You might find that the cluster size changes by default as the size of the filesystem changes and you might be able to control this.
Smaller cluster sizes mean more work for the filesystem to keep track of but allow the total used space on the disk to closely match the size of a file. While larger cluster sizes might be faster but waste more space.
Let’s say you have a cluster size of 512 bytes and need to store a file somewhere around 750 bytes long. You’ll need two clusters and the second cluster will only be about half full. You’ll waste about 250 bytes. Because while the file itself is 750 bytes long, it needs 2 clusters for 1024 bytes of disk space.
Now, let’s take that same example with a cluster size of 4096 bytes. The same 750 byte file will fit in a single cluster now but will waste over 3000 bytes.
Any unused bytes in a cluster are wasted because they belong to some file and can’t be shared with other files.
At least not in most filesystems. It could be possible to design a filesystem that would reuse wasted space. This would be a more advanced cluster system where some clusters could be broken into smaller units. I’m not aware that the filesystems I’m familiar with will do this.
No matter how big the cluster size is, some of your files will need more than one. Filesystems keep track of clusters and know which clusters belong to which files. This record keeping takes some space as well and filesystems will have a maximum number of clusters that can be tracked for any given file. Once you reach that limit, you just can’t grow the file anymore and you’ll start getting errors from the filesystem that you’ve reached the limit.
Think of it like an expandable box that you can fill with papers. The box can only be expanded to a maximum size. Each paper can hold a certain amount of text. The papers are like clusters. And the box is like the record keeping system that can only hold so many papers before it’s stuffed so full that you can’t fit any more.
Depending on which filesystem you have, the boxes will be able to hold more or less papers. Usually, older filesystems are the ones with limits you might run into. Bach when those old filesystems were young, the boxes seemed big enough that nobody would ever notice the limit. But as time passed and we started using computers to hold more information, we realized that we needed more modern filesystems. Who knows? Even today’s filesystems might seem small and restrictive in a few years.
You’re most likely to run into this limit with a filesystem called FAT32 which has a maximum file size of 4 GB.
Why would you want an older filesystem with limits if newer ones have higher limits that you’re unlikely to notice? Because the older filesystems such as FAT32 have been around long enough that they’re well supported on many different platforms. So if you want the most portability, then an older filesystem is going to be better.
Other than just a limit on how big files can be, there’s also a limit on how big the filesystem can be on any given partition.

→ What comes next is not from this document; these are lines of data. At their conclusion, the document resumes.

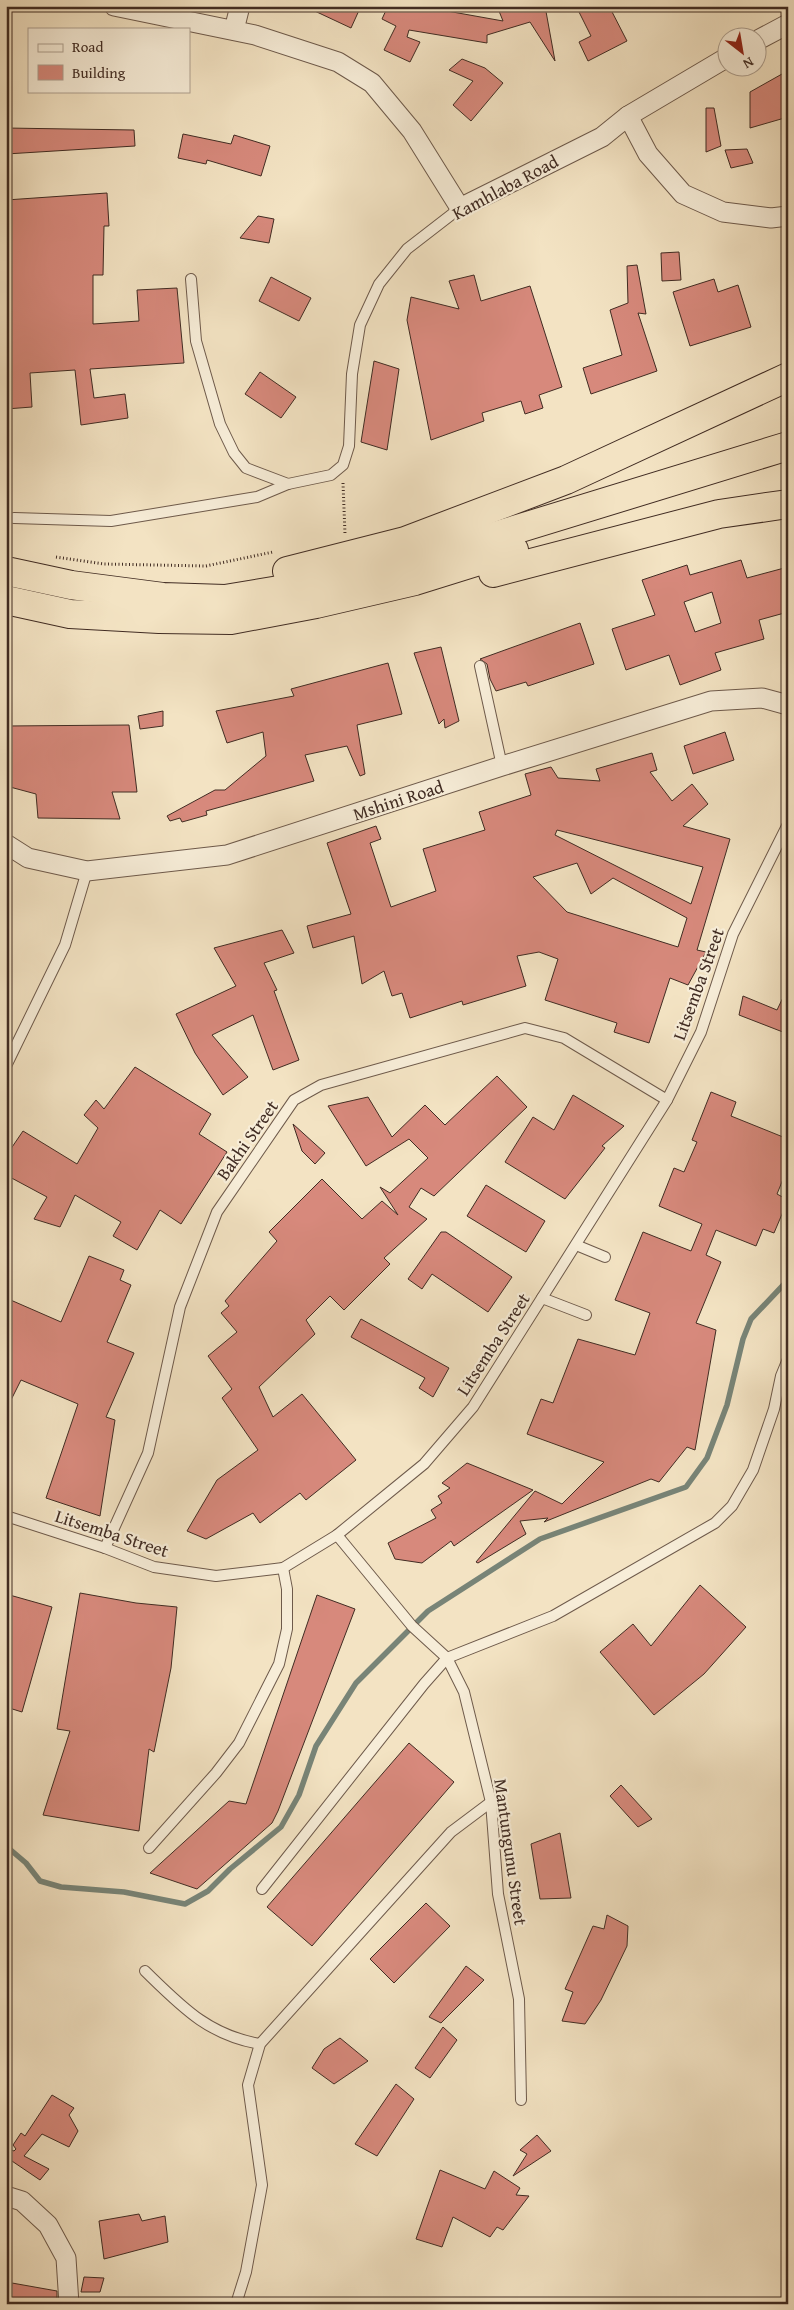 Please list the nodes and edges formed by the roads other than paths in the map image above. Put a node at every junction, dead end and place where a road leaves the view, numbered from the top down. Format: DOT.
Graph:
graph roads {
  1 [pos="114,6"];
  2 [pos="240,6"];
  3 [pos="788,24"];
  4 [pos="234,30"];
  5 [pos="766,36"];
  6 [pos="716,64"];
  7 [pos="628,116"];
  8 [pos="460,208"];
  9 [pos="788,216"];
  10 [pos="191,279"];
  11 [pos="788,377"];
  12 [pos="788,446"];
  13 [pos="788,466"];
  14 [pos="288,484"];
  15 [pos="788,504"];
  16 [pos="14,518"];
  17 [pos="6,571"];
  18 [pos="163,597"];
  19 [pos="6,600"];
  20 [pos="231,620"];
  21 [pos="480,666"];
  22 [pos="788,705"];
  23 [pos="502,766"];
  24 [pos="788,824"];
  25 [pos="6,844"];
  26 [pos="87,871"];
  27 [pos="6,1066"];
  28 [pos="667,1100"];
  29 [pos="576,1245"];
  30 [pos="605,1257"];
  31 [pos="542,1298"];
  32 [pos="586,1315"];
  33 [pos="788,1359"];
  34 [pos="6,1516"];
  35 [pos="337,1535"];
  36 [pos="105,1548"];
  37 [pos="283,1568"];
  38 [pos="447,1658"];
  39 [pos="491,1802"];
  40 [pos="148,1848"];
  41 [pos="262,1889"];
  42 [pos="145,1971"];
  43 [pos="260,2044"];
  44 [pos="521,2100"];
  45 [pos="6,2196"];
  46 [pos="69,2304"];
  47 [pos="236,2304"];
  1 -- 4 [label="street"];
  2 -- 4 [label="street"];
  3 -- 5 [label="street"];
  4 -- 8 [label="street"];
  6 -- 7 [label="street, Kamhlaba Road"];
  7 -- 8 [label="street, Kamhlaba Road"];
  7 -- 9 [label="street"];
  8 -- 14 [label="lane, Kamhlaba Road"];
  10 -- 14 [label="lane"];
  11 -- 18 [label="highway"];
  12 -- 18 [label="highway"];
  13 -- 20 [label="highway"];
  14 -- 16 [label="lane"];
  15 -- 20 [label="highway"];
  17 -- 18 [label="highway"];
  19 -- 20 [label="highway"];
  21 -- 23 [label="lane"];
  22 -- 23 [label="street, Mshini Road"];
  23 -- 26 [label="street, Mshini Road"];
  24 -- 28 [label="lane, Litsemba Street"];
  25 -- 26 [label="street, Mshini Road"];
  26 -- 27 [label="lane"];
  28 -- 29 [label="lane, Litsemba Street"];
  28 -- 36 [label="lane, Bakhi Street"];
  29 -- 30 [label="lane"];
  29 -- 31 [label="lane, Litsemba Street"];
  31 -- 32 [label="lane"];
  31 -- 35 [label="lane, Litsemba Street"];
  33 -- 38 [label="lane"];
  34 -- 36 [label="lane, Litsemba Street"];
  35 -- 37 [label="lane, Litsemba Street"];
  35 -- 38 [label="lane, Mantungunu Street"];
  36 -- 37 [label="lane, Litsemba Street"];
  37 -- 40 [label="lane"];
  38 -- 39 [label="lane, Mantungunu Street"];
  38 -- 41 [label="lane"];
  39 -- 43 [label="lane"];
  39 -- 44 [label="lane, Mantungunu Street"];
  42 -- 43 [label="lane"];
  43 -- 47 [label="lane"];
  45 -- 46 [label="street"];
}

Again, older filesystems will have limits you might run into while newer ones are big enough that you probably don’t care. The limit for FAT32 is 8 TB which you might start running into if you get a new hard drive.
The last thing to consider is how do clusters line up with sectors.
If they’re both the same size, then when a filesystem needs one cluster, it gets a single sector on the disk.
If the clusters are smaller than the disk sectors, then reading or writing to a cluster will still require the disk to read and write a full sector. You can end up going to the disk again for the same sector when it comes time to work with the next cluster. This can really slow things down because the hard drives are so much slower than main memory and reading and writing the same sector just to first work with some data in the beginning and then to work with some date at the end is wasteful.
If the clusters are bigger than the disk sectors, then reading or writing will involve multiple sector reads and writes. But at least each sector will only need to be read or written once.